Andy, thanks for that extensive and concise reply. To make distinction between "over-current" and "short circuit" is semantics: when a locomotive crosses the reversing loop "barrier" of opposite polarised DCC track, and stating that a "over-current situation" precedes a "short-circuit situation" is bizarre at the least. What doés happen is that the standard short-circuit protection circuitry acts within about 50ms on a short circuit. And an autoreverser's only "strength" is that it detects ànd acts on this short circuit faster than the power supply's short circuit circuitry. Claiming out of thin air that something is "easier and simpler" without fact is easy: of course a short-circuit (or lets keep it at "over-current") based circuit needs to use hardware: software just is too slow. The fact that I use a controller makes indeed for most people a barrier for implementation. But the use of a presence detection does exactly what needs to be done: detect the presence, in a specific area, of a condition that requires the polarity of a reversing track to be reversed. And four, or in some case just two, presence detectors, is not the hardest thing to implement. Copying ideas is easier than out-of-the-box thinking. Here you have a valid point Andy . This is right; on power up, a detection-based system is not fast enough to react (MCU startup time). But even then the controller-based system I propose will set polarity correct, even with track power down. So in the very rare cases when this would happen, there would indeed be a short-circuit; whereas in the commercial systems there would be short circuits (damn, I should have said "over-current" ) everytime a loco passes the boundary of a reversing loop.

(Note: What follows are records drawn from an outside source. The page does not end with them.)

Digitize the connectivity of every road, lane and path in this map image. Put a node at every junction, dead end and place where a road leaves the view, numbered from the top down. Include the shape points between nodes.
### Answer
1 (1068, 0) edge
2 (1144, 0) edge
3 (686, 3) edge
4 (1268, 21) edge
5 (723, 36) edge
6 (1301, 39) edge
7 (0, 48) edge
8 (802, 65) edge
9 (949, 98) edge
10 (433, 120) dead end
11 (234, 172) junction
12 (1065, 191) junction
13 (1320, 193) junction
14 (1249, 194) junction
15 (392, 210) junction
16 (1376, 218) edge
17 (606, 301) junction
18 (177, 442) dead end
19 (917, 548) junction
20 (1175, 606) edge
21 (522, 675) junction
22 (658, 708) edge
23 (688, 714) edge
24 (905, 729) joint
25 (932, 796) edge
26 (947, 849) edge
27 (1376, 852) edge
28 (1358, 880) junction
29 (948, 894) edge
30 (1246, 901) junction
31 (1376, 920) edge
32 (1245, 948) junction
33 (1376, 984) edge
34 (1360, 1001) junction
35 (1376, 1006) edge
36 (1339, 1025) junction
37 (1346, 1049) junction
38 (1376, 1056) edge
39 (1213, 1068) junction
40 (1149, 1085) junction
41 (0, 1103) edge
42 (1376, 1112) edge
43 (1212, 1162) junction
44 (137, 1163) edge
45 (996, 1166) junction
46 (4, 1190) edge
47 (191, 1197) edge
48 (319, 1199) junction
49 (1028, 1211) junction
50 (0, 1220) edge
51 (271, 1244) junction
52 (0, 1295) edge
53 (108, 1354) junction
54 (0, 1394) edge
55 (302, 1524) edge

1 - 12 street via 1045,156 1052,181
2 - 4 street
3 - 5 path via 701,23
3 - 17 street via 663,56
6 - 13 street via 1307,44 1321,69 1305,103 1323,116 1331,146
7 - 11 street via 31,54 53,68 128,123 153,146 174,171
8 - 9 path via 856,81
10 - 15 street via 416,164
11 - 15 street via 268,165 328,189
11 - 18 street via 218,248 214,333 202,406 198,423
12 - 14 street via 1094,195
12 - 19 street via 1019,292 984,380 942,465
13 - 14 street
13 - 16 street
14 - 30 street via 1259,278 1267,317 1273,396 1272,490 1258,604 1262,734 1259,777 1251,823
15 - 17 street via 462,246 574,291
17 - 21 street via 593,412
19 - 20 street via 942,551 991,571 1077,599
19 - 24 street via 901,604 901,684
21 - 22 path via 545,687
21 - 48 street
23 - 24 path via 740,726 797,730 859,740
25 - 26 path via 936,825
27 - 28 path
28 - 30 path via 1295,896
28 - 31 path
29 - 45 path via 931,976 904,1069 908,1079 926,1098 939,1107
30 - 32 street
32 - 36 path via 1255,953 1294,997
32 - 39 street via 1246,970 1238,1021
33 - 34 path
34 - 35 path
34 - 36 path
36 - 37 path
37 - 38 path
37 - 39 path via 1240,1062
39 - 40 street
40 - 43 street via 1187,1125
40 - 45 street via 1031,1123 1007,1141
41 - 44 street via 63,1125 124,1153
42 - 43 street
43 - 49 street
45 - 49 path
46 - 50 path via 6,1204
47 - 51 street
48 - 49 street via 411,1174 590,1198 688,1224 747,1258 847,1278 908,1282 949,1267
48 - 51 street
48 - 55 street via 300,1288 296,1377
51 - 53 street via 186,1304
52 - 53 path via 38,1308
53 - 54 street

I'll say this: I admire your dedication to your project! Whether it is successful will depend on your own criteria for success. It will not likely be commercially or widely successful, because it will be too expensive to implement on a per-installation basis, compared to available, reliable means, whether as part of a unified DCC system, or as an add-on subsystem. Unless perhaps you can re-use occupancy detectors needed for trackside signaling anyway, and only adding a sensor for directional purposes. Then, for a complete system with signals, it may not be too much more expensive materially, but more complex software needs more maintenance, which needs more effort (and cost) to provide as a supplier. Actually, this might be an interesting project to try to implement with NMRA's Layout Command & Control (LCC) system, available on some DCC command stations, as well as add-on systems (e.g. RR Circuits). LCC is designed to operate either stand-alone (nodes can communicate with/control each other), or managed/controlled by a central processor, usually running JMRI, etc.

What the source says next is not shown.